I have been able to implement Baum-Welch and pytorch neural networks to estimate all parts of a HMM (prior probability vector, emission probabilities, and transition matrix). This means that each of the HMM components can be a vector/matrix, or a neural network which uses some kind of input data to yield a vector/matrix/parameterized distribution, very much like the neural network-HMM models implemented in the NeuralHMM paper. These networks are trained by gradient descent. In my experiments, I've found that the networks are successfully able to recover the true parameters for some simple toy problems (with both Gaussian and multinomial observed data).
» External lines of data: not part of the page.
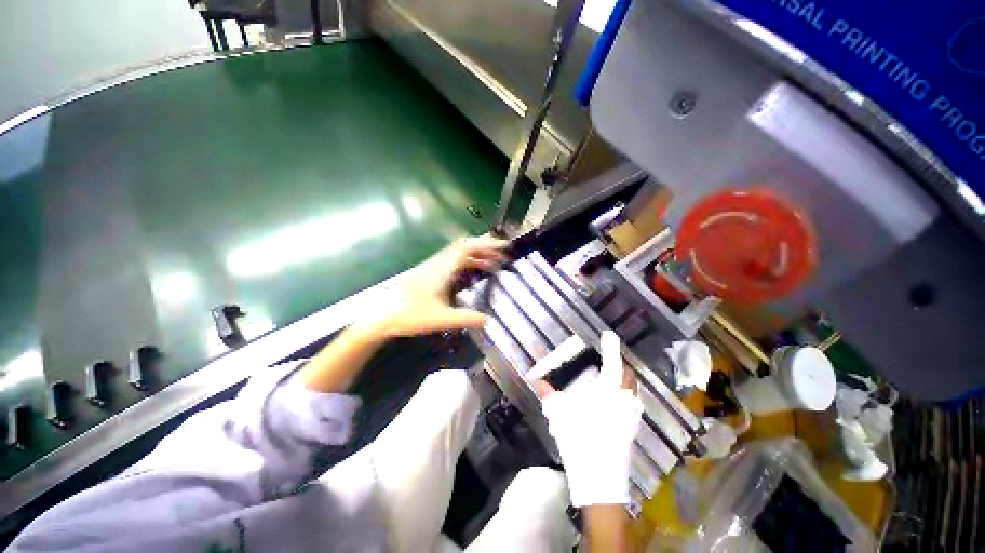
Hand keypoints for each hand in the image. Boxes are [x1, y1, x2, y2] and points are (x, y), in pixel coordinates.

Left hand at [303, 236, 506, 392]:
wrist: (382, 317)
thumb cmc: (409, 316)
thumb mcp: (441, 319)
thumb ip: (466, 319)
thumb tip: (488, 320)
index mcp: (442, 269)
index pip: (467, 248)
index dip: (487, 244)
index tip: (504, 246)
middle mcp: (438, 263)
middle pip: (464, 246)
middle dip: (485, 247)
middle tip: (502, 254)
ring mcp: (433, 267)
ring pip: (458, 253)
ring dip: (476, 255)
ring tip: (492, 264)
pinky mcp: (429, 273)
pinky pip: (453, 261)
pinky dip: (467, 262)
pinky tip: (472, 273)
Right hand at [536, 331, 642, 507]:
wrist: (600, 481)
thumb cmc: (581, 441)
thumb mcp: (561, 415)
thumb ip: (549, 395)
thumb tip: (539, 382)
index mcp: (609, 392)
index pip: (612, 362)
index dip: (610, 346)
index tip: (607, 335)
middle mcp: (625, 400)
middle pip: (627, 374)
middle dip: (618, 362)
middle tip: (605, 358)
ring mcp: (631, 416)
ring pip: (631, 389)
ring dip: (622, 378)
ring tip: (608, 376)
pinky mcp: (632, 429)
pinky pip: (631, 402)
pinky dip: (624, 393)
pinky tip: (611, 401)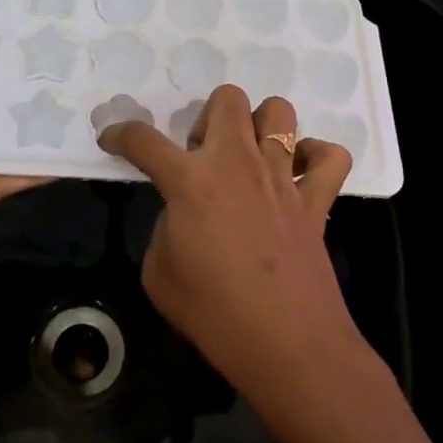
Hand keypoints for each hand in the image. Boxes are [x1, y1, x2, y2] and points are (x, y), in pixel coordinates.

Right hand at [98, 85, 359, 405]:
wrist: (286, 344)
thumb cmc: (213, 314)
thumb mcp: (159, 273)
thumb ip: (166, 227)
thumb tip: (183, 213)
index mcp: (191, 181)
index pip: (144, 140)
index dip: (120, 135)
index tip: (112, 139)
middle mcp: (238, 163)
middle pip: (226, 99)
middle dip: (206, 118)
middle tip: (201, 159)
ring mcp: (282, 177)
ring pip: (279, 111)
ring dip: (259, 126)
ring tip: (248, 159)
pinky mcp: (317, 199)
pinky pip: (330, 156)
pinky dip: (315, 158)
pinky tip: (297, 177)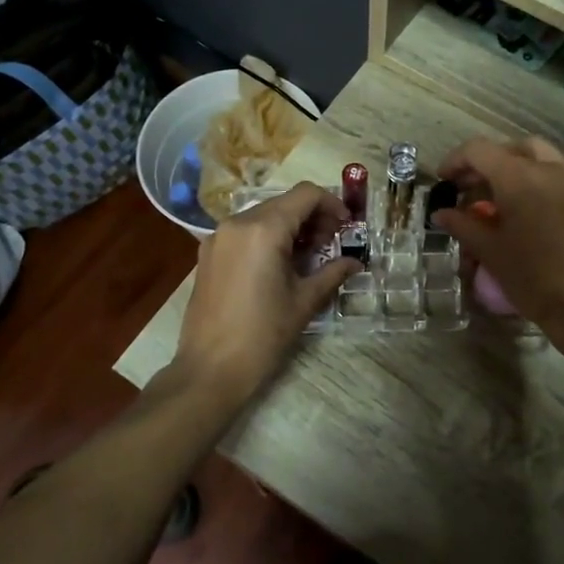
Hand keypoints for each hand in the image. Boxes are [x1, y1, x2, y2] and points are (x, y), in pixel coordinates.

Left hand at [172, 182, 359, 406]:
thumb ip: (332, 272)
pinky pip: (244, 231)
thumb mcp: (305, 301)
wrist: (210, 369)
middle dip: (313, 217)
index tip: (347, 226)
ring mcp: (218, 237)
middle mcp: (237, 223)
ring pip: (263, 215)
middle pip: (284, 202)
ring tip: (308, 256)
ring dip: (290, 226)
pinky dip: (267, 237)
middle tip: (332, 244)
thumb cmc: (263, 335)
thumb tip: (355, 262)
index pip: (306, 194)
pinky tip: (279, 264)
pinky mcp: (208, 253)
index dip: (332, 204)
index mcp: (263, 230)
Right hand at [429, 137, 563, 336]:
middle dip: (487, 161)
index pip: (479, 150)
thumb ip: (462, 225)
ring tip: (507, 186)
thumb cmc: (531, 278)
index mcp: (518, 178)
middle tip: (471, 187)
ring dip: (520, 161)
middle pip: (511, 148)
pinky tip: (541, 196)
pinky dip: (549, 171)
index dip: (456, 160)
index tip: (445, 180)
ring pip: (544, 152)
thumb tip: (440, 213)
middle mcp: (549, 168)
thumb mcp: (489, 251)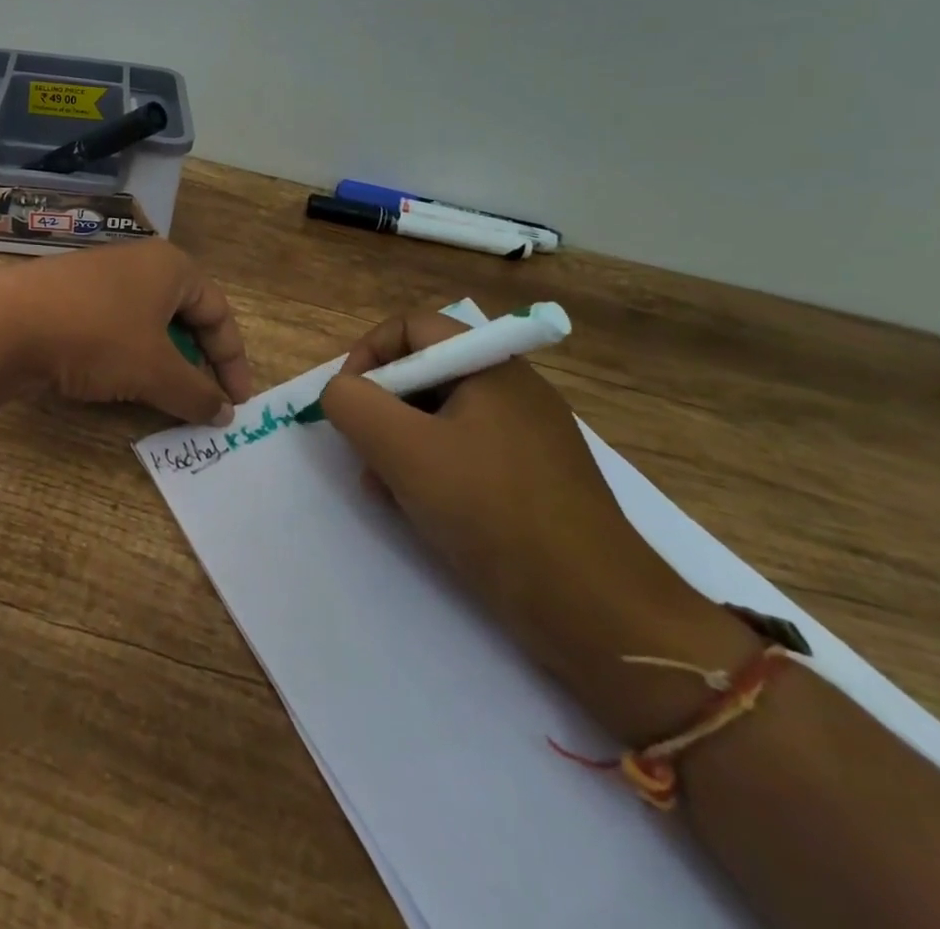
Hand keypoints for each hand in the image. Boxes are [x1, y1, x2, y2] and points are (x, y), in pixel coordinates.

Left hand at [0, 240, 253, 424]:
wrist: (4, 325)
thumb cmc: (96, 336)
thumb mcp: (154, 370)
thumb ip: (195, 393)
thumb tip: (224, 415)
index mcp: (171, 267)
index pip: (218, 313)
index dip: (233, 360)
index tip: (237, 402)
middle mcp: (139, 264)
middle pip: (185, 317)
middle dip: (198, 362)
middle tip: (204, 400)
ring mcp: (101, 279)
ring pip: (148, 325)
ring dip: (163, 364)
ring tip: (165, 398)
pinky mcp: (71, 298)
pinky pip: (116, 328)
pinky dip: (130, 357)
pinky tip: (121, 383)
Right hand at [319, 309, 754, 743]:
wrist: (598, 613)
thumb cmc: (494, 513)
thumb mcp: (404, 450)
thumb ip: (353, 404)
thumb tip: (340, 392)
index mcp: (491, 367)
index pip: (412, 327)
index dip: (368, 353)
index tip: (348, 401)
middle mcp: (512, 390)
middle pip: (423, 373)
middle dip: (380, 408)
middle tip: (364, 453)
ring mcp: (525, 437)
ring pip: (438, 418)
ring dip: (399, 445)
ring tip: (385, 490)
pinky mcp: (530, 481)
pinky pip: (462, 455)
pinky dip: (430, 472)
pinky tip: (417, 511)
However, the details of the implementation differ slightly from the methods of the Lua implementation. I'm not fluent in Lua, so it's possible that this Lua implementation and my pytorch implementation are doing the same thing, just with different mechanisms. Specifically, my pytorch implementation solely uses the negative log-likelihood obtained from the BW forward pass. The Baum-Welch backward pass and associated statistics are not used. To be explicit, the training process is to do the BW forward pass to get the log likelihood as from https://github.com/ketranm/neuralHMM/blob/master/BaumWelch.lua#L198 , take the negative of the log likelihood, calling backward() on the negative log-likelihood, and then the optimizer takes a gradient step.
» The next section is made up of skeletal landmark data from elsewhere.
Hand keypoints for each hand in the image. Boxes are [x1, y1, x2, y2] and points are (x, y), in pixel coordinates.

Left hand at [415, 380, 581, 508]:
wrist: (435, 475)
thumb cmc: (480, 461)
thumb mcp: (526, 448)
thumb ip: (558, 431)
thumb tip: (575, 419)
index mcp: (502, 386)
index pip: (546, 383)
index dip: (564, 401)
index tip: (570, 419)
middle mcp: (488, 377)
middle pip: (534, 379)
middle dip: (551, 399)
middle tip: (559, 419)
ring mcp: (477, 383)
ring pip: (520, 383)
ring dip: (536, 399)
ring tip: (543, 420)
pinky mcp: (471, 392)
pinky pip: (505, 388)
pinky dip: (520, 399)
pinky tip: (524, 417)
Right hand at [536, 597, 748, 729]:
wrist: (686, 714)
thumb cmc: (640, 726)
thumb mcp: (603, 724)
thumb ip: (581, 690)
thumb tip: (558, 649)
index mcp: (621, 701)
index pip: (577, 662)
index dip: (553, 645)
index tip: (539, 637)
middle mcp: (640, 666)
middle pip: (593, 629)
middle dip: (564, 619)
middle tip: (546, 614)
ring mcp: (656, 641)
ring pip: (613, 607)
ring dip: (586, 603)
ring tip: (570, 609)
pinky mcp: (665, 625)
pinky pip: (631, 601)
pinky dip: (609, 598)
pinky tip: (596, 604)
I can't tell if this is different from how the Lua code works. Specifically, the Lua code takes some statistics from the Baum-Welch backwards pass, and these are used by the update methods for the emission, prior and transition networks to rescale the gradients. The purpose of this is opaque to me. The Lua code I'm referring to begins at https://github.com/ketranm/neuralHMM/blob/master/main.lua#L174

In my experiments, emulating the gradient-rescaling behavior from the Lua implementation did not help, and actually stopped the network from improving at all. (Of course, I might have not implemented it correctly.) By contrast, simply using the negative log-likelihood directly as a loss without taking any special steps to rescale the gradients trains a network seems to work just fine. Moreover, the network parameters converge to their true values in test some simple problems. Of course, this is not a definitive proof of correctness, but it is consistent with the desired behavior.
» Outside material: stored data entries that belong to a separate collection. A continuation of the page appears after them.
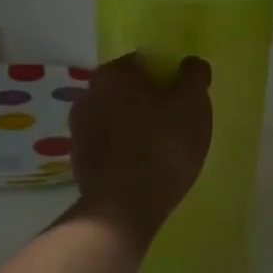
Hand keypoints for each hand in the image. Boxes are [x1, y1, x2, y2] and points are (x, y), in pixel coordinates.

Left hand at [70, 53, 212, 247]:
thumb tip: (190, 64)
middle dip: (151, 101)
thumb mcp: (193, 105)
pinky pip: (109, 144)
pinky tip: (143, 168)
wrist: (123, 210)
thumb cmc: (163, 147)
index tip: (185, 99)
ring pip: (117, 117)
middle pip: (129, 89)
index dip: (169, 77)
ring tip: (162, 150)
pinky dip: (124, 149)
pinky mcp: (78, 159)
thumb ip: (194, 76)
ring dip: (136, 126)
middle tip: (177, 124)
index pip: (145, 62)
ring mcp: (78, 129)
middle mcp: (88, 93)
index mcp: (113, 73)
Is the requirement to use the statistics obtained from the backward pass of Baum-Welch in Lua just a matter of differences in how Lua and Pytorch work? Or am I missing a key fact about how the gradient updates should be carried out in neural network-HMM models?

Thanks,

Ke Tran · Answer 2 · Thu Jul 22 2021 03:38:28 GMT+0800 (China Standard Time)

Hi,
The Lua implementation exists before Pytorch, I don't think you need to translate Lua code to pytorch one. The reason that I had to write manually backward and forward of Baum-Welch is that Lua does not support auto-diff. The backward pass of Baum-Welch is equivalant to calling loss.backward() in pytorch, where the loss is computed by the forward pass of Baum-Welch via dynamic programming. The detail can be found in this paper: https://aclanthology.org/W16-5901/ . Having said that, the whole computation that collects statistics from backward Baum-Welch is exactly what you get implicitly in your implementation when you call backward on the negative log-likelihood.

The purpose of scaling factor is just to speed up training with Lua code. Pytorch perhaps has efficient way of backtracking computational graph, so I don't think you need to emulate Lua code at all.

If you want to use HMM in pytorch, I'd recommend torch-struct: https://github.com/harvardnlp/pytorch-struct

Cheers,

dje · Answer 3 · Thu Jul 22 2021 03:43:35 GMT+0800 (China Standard Time)

Thank you so much for clearing this up. It's incredibly helpful to have this confirmation. Cheers!